**MATERIAL FOR THIS TASK**.
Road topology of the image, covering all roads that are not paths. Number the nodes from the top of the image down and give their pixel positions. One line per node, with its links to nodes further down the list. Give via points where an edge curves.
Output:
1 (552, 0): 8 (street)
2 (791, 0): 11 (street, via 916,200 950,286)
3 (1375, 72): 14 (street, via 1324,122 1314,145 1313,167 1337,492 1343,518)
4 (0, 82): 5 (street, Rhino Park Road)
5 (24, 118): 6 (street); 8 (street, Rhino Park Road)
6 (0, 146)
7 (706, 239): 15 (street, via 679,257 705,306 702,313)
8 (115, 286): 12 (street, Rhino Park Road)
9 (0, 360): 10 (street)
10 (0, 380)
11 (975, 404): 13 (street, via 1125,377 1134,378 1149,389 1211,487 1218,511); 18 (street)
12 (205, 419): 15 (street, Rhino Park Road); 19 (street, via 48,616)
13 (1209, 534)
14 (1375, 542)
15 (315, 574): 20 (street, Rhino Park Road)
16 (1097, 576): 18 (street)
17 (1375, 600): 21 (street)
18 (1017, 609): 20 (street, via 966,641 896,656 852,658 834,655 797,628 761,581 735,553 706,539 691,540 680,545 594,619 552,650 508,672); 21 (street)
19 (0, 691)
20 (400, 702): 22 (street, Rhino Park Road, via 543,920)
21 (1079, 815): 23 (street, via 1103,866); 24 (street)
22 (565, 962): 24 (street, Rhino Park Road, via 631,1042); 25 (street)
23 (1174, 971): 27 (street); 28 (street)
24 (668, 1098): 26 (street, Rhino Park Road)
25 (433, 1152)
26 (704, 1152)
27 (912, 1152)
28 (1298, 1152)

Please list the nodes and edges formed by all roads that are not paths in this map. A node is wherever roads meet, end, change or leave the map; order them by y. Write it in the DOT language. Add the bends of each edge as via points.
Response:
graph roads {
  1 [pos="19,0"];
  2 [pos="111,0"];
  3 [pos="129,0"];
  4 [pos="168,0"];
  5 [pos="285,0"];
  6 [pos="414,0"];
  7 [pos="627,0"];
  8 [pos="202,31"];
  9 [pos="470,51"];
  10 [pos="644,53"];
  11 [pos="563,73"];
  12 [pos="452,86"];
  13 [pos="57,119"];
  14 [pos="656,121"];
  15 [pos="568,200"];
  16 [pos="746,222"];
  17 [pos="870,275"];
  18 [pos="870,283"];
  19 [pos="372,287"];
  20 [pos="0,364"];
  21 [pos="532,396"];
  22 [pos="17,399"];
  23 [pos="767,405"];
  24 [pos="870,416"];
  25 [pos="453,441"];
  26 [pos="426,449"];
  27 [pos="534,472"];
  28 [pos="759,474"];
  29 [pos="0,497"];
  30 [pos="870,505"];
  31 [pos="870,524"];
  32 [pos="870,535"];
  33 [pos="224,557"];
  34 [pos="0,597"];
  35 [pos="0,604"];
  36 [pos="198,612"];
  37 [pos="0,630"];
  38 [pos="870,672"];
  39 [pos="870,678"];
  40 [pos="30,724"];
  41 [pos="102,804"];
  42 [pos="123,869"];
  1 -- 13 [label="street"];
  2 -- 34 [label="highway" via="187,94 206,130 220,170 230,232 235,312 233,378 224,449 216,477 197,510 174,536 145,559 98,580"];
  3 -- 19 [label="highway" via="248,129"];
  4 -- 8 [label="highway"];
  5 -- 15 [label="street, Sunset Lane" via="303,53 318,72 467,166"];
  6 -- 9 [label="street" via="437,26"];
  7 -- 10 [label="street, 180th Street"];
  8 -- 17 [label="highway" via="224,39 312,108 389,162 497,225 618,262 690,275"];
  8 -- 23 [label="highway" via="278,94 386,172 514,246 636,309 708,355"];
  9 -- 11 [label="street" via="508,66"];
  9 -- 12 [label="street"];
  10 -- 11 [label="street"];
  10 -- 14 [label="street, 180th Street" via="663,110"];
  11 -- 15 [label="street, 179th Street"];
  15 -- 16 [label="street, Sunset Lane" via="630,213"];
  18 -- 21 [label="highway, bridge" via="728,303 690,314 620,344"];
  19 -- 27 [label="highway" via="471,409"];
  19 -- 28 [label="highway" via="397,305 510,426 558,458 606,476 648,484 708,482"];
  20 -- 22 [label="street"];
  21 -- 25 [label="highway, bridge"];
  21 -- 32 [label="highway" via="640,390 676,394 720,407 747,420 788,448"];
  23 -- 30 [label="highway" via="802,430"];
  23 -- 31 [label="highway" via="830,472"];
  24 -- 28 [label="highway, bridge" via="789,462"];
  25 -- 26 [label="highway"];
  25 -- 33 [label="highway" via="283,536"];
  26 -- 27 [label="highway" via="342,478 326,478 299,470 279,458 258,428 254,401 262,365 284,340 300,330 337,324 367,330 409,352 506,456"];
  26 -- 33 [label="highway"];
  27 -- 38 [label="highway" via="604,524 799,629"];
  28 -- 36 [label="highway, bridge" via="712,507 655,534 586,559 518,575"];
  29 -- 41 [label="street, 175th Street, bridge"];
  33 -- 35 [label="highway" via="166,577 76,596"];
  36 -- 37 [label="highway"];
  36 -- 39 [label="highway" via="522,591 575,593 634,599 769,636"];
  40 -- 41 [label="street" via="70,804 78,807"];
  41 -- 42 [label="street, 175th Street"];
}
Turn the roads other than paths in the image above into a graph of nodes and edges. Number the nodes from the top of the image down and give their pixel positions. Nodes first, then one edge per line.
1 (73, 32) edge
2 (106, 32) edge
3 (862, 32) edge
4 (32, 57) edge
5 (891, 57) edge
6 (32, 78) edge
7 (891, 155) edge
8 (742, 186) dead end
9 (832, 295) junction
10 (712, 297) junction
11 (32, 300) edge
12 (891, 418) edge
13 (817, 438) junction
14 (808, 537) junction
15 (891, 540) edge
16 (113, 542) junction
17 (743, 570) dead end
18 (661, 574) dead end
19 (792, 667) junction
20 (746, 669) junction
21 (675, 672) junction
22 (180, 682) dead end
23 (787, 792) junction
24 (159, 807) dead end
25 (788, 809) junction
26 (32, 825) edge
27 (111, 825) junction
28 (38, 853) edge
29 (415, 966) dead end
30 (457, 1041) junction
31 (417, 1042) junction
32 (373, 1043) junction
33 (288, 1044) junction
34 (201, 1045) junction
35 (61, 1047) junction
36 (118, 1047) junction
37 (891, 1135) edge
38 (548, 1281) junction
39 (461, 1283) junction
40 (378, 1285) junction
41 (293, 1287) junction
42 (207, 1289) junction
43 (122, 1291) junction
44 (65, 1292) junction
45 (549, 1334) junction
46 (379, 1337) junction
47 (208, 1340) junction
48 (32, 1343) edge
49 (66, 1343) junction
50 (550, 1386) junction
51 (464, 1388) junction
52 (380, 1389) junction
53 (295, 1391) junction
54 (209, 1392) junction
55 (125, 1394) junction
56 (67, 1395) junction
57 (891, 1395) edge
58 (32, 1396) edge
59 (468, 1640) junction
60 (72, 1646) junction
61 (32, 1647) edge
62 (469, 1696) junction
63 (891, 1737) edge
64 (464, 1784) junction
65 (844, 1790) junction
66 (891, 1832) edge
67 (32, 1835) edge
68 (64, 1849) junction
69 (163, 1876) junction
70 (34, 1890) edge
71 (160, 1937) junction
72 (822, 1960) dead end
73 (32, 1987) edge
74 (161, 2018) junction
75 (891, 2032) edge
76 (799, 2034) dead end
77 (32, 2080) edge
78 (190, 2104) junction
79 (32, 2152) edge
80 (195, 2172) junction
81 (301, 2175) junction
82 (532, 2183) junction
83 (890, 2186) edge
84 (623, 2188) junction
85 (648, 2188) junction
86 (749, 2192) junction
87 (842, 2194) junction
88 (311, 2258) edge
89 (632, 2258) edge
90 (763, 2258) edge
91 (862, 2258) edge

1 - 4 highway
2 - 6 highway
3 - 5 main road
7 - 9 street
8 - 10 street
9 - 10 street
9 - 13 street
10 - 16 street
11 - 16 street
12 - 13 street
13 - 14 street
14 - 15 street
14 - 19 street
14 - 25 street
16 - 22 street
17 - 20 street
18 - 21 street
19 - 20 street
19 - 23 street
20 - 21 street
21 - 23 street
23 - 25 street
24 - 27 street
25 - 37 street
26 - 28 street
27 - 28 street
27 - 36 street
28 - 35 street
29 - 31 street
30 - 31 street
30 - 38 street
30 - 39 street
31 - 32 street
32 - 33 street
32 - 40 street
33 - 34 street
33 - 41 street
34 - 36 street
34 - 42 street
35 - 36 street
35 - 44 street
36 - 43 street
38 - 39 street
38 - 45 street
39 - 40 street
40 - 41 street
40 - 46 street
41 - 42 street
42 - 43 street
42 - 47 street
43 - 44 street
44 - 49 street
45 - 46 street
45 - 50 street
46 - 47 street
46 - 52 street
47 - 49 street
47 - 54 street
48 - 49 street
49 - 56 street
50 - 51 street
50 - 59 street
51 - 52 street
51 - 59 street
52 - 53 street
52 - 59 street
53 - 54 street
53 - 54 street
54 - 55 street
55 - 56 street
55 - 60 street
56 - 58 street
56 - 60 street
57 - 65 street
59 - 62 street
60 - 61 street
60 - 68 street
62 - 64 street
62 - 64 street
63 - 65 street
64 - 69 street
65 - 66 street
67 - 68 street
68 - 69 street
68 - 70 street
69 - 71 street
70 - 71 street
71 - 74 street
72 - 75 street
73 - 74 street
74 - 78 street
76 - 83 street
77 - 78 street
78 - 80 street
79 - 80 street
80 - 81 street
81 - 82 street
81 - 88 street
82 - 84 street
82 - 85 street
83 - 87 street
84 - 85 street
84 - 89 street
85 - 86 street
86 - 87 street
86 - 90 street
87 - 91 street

**AIM OF THE TASK**.
The answer must consist of every line from the records above that holds "pixel".

**RESULT OF THIS TASK**.
Road topology of the image, covering all roads that are not paths. Number the nodes from the top of the image down and give their pixel positions. One line per node, with its links to nodes further down the list. Give via points where an edge curves.
Turn the roads other than paths in the image above into a graph of nodes and edges. Number the nodes from the top of the image down and give their pixel positions. Nodes first, then one edge per line.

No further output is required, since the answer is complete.